▸ TASK STATEMENT: In the entries below, count every line containing "FRANKFURTER". Return the number and nothing else.

---------- SUPPLIED RECORDS

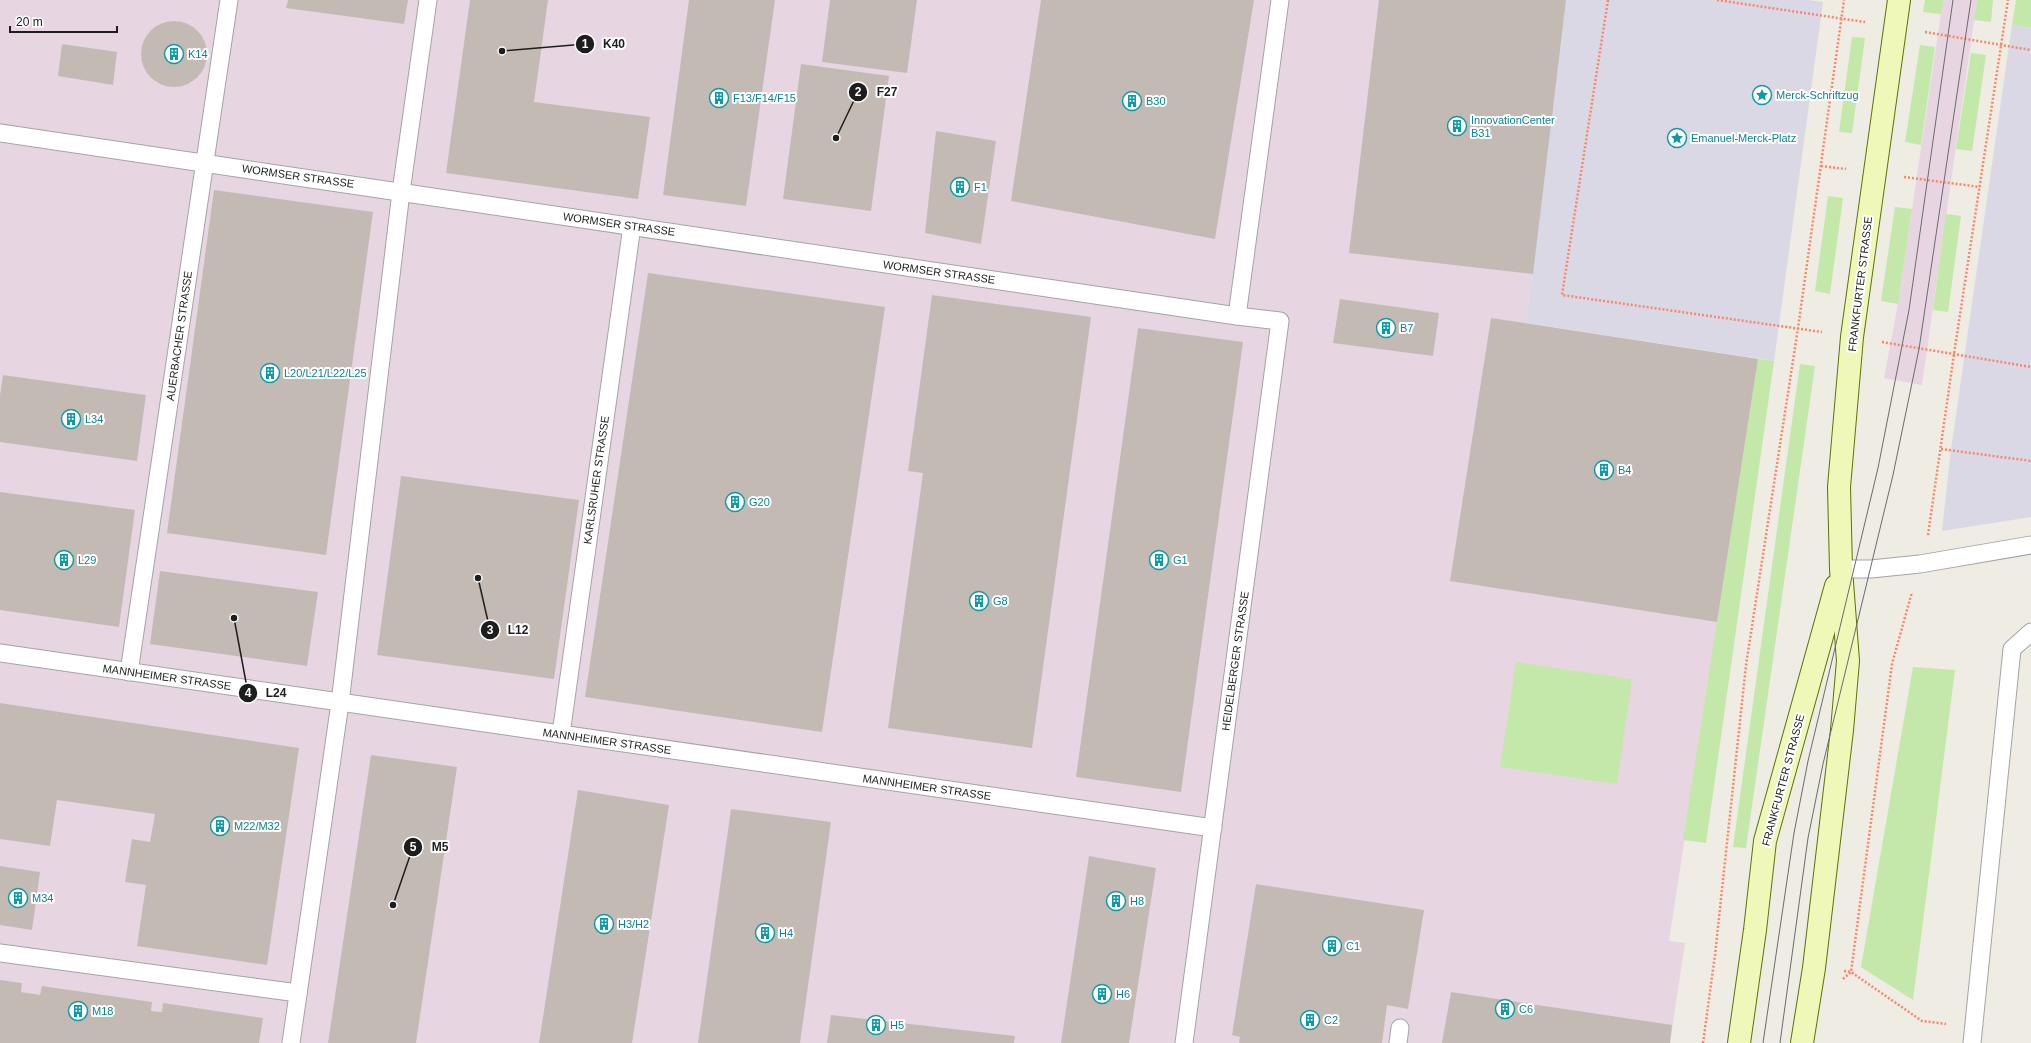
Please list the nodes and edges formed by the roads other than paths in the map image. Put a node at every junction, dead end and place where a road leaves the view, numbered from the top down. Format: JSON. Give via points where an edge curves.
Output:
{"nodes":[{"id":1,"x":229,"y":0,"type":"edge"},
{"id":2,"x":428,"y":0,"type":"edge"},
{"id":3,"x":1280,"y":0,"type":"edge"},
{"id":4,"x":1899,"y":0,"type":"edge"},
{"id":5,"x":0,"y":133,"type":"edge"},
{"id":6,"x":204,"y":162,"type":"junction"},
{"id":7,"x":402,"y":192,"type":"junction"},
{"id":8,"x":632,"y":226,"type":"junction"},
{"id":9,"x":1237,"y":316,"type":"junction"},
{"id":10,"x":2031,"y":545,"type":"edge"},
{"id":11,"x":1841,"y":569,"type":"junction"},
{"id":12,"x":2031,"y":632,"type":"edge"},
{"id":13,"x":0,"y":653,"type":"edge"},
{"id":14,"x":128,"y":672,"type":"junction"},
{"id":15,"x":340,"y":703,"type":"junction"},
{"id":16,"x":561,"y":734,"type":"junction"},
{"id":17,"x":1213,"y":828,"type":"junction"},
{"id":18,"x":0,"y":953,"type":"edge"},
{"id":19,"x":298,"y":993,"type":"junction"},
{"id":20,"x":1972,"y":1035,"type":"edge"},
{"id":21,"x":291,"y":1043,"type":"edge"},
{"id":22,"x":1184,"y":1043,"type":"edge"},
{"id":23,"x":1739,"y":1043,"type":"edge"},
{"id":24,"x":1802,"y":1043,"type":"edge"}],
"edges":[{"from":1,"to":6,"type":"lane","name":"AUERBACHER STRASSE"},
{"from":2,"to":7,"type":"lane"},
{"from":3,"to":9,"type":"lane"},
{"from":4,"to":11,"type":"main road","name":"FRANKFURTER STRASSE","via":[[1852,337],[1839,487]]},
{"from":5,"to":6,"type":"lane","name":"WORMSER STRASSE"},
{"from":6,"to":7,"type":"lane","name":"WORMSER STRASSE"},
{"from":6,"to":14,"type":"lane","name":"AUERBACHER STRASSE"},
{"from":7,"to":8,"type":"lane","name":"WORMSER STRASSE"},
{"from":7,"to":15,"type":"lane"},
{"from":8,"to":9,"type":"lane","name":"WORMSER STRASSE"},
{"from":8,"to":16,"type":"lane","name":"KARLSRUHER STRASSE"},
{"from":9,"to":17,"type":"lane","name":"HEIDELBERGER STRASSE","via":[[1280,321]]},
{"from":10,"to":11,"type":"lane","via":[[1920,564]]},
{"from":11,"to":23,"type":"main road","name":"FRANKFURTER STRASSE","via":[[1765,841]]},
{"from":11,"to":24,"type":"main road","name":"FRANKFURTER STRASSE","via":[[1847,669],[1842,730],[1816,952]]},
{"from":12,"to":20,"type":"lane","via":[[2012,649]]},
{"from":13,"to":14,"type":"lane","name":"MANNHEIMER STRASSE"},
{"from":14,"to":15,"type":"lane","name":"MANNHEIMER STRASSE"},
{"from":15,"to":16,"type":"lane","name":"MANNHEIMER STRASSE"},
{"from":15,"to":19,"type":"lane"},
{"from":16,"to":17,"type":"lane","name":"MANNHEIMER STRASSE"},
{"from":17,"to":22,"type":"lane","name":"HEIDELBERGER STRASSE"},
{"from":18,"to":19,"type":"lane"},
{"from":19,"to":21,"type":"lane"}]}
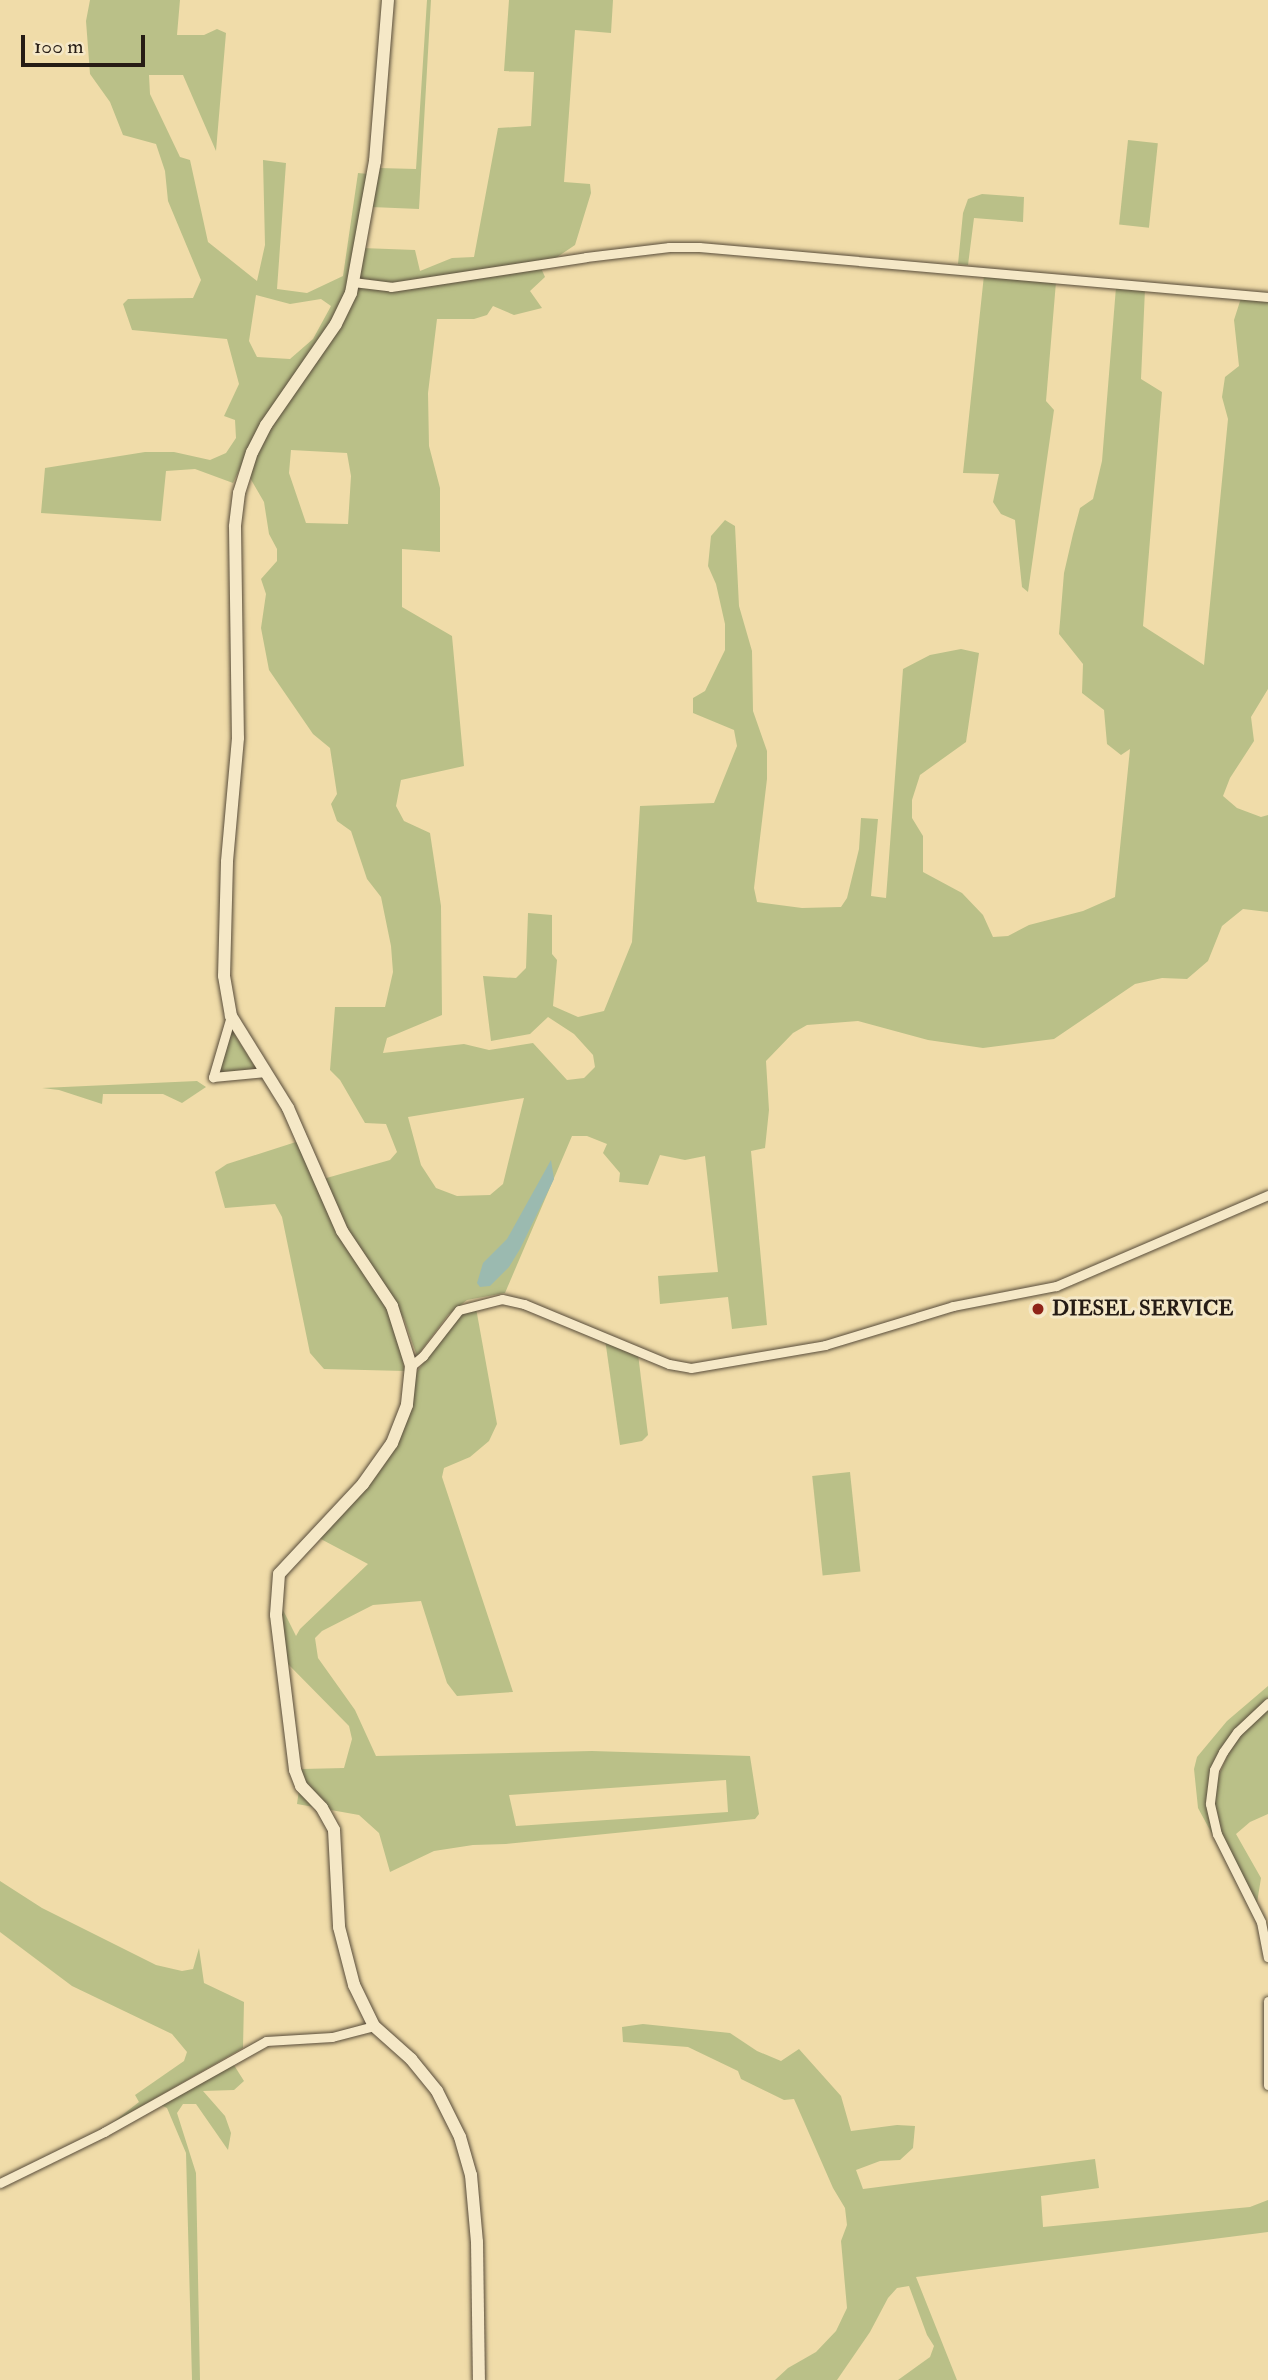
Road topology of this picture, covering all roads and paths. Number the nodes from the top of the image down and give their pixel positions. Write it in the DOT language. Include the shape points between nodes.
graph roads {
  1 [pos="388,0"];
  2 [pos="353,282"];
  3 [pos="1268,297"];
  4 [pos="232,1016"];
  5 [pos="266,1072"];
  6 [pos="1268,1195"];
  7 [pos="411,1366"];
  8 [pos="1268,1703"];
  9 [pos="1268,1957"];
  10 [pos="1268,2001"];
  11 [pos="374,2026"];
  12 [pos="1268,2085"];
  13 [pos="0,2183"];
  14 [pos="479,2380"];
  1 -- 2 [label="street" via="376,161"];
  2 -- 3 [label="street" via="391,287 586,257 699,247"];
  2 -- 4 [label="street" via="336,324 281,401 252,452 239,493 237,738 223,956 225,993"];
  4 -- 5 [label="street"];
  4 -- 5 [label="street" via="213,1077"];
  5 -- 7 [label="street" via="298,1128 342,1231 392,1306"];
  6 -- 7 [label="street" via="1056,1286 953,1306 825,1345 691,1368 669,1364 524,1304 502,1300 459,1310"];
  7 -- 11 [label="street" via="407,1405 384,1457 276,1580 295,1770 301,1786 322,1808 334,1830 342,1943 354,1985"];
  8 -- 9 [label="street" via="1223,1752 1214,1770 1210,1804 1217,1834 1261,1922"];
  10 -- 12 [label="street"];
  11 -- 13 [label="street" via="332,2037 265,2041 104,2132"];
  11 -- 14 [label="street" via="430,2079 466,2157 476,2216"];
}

--------------------

▸ TASK RESPONSE: 3